[GOAL OF THE EXERCISE] The records must be repeated exactly and in their entirety.

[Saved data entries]
<<<<

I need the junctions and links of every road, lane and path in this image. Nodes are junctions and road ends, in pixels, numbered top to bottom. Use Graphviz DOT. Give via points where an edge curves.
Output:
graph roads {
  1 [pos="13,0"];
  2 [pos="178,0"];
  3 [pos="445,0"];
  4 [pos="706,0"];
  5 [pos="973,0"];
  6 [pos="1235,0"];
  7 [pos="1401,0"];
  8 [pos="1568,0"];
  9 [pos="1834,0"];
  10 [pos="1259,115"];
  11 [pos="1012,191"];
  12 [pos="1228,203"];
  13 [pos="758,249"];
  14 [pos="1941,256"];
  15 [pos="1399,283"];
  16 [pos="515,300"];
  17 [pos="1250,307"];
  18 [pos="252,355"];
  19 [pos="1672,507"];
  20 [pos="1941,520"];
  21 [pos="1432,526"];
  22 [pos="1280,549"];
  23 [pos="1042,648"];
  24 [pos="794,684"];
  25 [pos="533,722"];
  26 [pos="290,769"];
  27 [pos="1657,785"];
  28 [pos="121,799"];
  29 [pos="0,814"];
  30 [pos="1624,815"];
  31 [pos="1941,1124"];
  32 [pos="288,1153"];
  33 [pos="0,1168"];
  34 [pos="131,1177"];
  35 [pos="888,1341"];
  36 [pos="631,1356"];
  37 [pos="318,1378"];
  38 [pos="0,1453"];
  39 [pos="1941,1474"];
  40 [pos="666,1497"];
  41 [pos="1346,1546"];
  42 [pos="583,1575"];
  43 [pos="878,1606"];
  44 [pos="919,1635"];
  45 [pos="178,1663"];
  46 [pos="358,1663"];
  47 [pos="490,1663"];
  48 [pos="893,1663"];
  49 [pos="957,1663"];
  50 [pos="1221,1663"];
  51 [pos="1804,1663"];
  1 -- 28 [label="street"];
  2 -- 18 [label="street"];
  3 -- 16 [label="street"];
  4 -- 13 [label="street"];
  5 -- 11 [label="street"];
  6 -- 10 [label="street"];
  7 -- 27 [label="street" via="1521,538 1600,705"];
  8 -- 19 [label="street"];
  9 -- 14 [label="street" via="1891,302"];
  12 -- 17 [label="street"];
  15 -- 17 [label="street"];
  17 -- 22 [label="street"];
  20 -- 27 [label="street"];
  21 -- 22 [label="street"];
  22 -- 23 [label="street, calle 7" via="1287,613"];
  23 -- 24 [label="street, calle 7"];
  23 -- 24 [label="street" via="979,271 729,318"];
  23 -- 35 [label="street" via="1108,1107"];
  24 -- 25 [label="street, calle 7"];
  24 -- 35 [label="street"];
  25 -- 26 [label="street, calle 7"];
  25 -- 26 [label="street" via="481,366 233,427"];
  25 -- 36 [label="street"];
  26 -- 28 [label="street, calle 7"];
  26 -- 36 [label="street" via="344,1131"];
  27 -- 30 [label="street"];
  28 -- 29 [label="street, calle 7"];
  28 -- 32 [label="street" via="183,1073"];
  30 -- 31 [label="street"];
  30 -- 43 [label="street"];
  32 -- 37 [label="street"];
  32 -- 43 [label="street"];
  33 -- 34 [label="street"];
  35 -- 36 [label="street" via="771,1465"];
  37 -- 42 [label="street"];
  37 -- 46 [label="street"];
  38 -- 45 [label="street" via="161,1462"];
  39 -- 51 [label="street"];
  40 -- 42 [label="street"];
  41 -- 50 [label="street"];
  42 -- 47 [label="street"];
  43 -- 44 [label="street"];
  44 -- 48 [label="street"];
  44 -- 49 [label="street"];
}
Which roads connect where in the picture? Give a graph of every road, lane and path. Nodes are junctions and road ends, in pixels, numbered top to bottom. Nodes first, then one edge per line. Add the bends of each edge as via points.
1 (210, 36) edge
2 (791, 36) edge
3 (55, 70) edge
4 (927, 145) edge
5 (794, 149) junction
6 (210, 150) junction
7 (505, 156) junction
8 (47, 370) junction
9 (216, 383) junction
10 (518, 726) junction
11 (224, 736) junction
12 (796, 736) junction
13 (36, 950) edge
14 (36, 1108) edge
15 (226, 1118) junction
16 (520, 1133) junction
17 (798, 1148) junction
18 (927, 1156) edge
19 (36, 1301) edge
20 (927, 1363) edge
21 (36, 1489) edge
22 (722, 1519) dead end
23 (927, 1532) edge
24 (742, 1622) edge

>>>>

[RESULT]
I need the junctions and links of every road, lane and path in this image. Nodes are junctions and road ends, in pixels, numbered top to bottom. Use Graphviz DOT. Give via points where an edge curves.
Output:
graph roads {
  1 [pos="13,0"];
  2 [pos="178,0"];
  3 [pos="445,0"];
  4 [pos="706,0"];
  5 [pos="973,0"];
  6 [pos="1235,0"];
  7 [pos="1401,0"];
  8 [pos="1568,0"];
  9 [pos="1834,0"];
  10 [pos="1259,115"];
  11 [pos="1012,191"];
  12 [pos="1228,203"];
  13 [pos="758,249"];
  14 [pos="1941,256"];
  15 [pos="1399,283"];
  16 [pos="515,300"];
  17 [pos="1250,307"];
  18 [pos="252,355"];
  19 [pos="1672,507"];
  20 [pos="1941,520"];
  21 [pos="1432,526"];
  22 [pos="1280,549"];
  23 [pos="1042,648"];
  24 [pos="794,684"];
  25 [pos="533,722"];
  26 [pos="290,769"];
  27 [pos="1657,785"];
  28 [pos="121,799"];
  29 [pos="0,814"];
  30 [pos="1624,815"];
  31 [pos="1941,1124"];
  32 [pos="288,1153"];
  33 [pos="0,1168"];
  34 [pos="131,1177"];
  35 [pos="888,1341"];
  36 [pos="631,1356"];
  37 [pos="318,1378"];
  38 [pos="0,1453"];
  39 [pos="1941,1474"];
  40 [pos="666,1497"];
  41 [pos="1346,1546"];
  42 [pos="583,1575"];
  43 [pos="878,1606"];
  44 [pos="919,1635"];
  45 [pos="178,1663"];
  46 [pos="358,1663"];
  47 [pos="490,1663"];
  48 [pos="893,1663"];
  49 [pos="957,1663"];
  50 [pos="1221,1663"];
  51 [pos="1804,1663"];
  1 -- 28 [label="street"];
  2 -- 18 [label="street"];
  3 -- 16 [label="street"];
  4 -- 13 [label="street"];
  5 -- 11 [label="street"];
  6 -- 10 [label="street"];
  7 -- 27 [label="street" via="1521,538 1600,705"];
  8 -- 19 [label="street"];
  9 -- 14 [label="street" via="1891,302"];
  12 -- 17 [label="street"];
  15 -- 17 [label="street"];
  17 -- 22 [label="street"];
  20 -- 27 [label="street"];
  21 -- 22 [label="street"];
  22 -- 23 [label="street, calle 7" via="1287,613"];
  23 -- 24 [label="street, calle 7"];
  23 -- 24 [label="street" via="979,271 729,318"];
  23 -- 35 [label="street" via="1108,1107"];
  24 -- 25 [label="street, calle 7"];
  24 -- 35 [label="street"];
  25 -- 26 [label="street, calle 7"];
  25 -- 26 [label="street" via="481,366 233,427"];
  25 -- 36 [label="street"];
  26 -- 28 [label="street, calle 7"];
  26 -- 36 [label="street" via="344,1131"];
  27 -- 30 [label="street"];
  28 -- 29 [label="street, calle 7"];
  28 -- 32 [label="street" via="183,1073"];
  30 -- 31 [label="street"];
  30 -- 43 [label="street"];
  32 -- 37 [label="street"];
  32 -- 43 [label="street"];
  33 -- 34 [label="street"];
  35 -- 36 [label="street" via="771,1465"];
  37 -- 42 [label="street"];
  37 -- 46 [label="street"];
  38 -- 45 [label="street" via="161,1462"];
  39 -- 51 [label="street"];
  40 -- 42 [label="street"];
  41 -- 50 [label="street"];
  42 -- 47 [label="street"];
  43 -- 44 [label="street"];
  44 -- 48 [label="street"];
  44 -- 49 [label="street"];
}
Which roads connect where in the picture? Give a graph of every road, lane and path. Nodes are junctions and road ends, in pixels, numbered top to bottom. Nodes first, then one edge per line. Add the bends of each edge as via points.
1 (210, 36) edge
2 (791, 36) edge
3 (55, 70) edge
4 (927, 145) edge
5 (794, 149) junction
6 (210, 150) junction
7 (505, 156) junction
8 (47, 370) junction
9 (216, 383) junction
10 (518, 726) junction
11 (224, 736) junction
12 (796, 736) junction
13 (36, 950) edge
14 (36, 1108) edge
15 (226, 1118) junction
16 (520, 1133) junction
17 (798, 1148) junction
18 (927, 1156) edge
19 (36, 1301) edge
20 (927, 1363) edge
21 (36, 1489) edge
22 (722, 1519) dead end
23 (927, 1532) edge
24 (742, 1622) edge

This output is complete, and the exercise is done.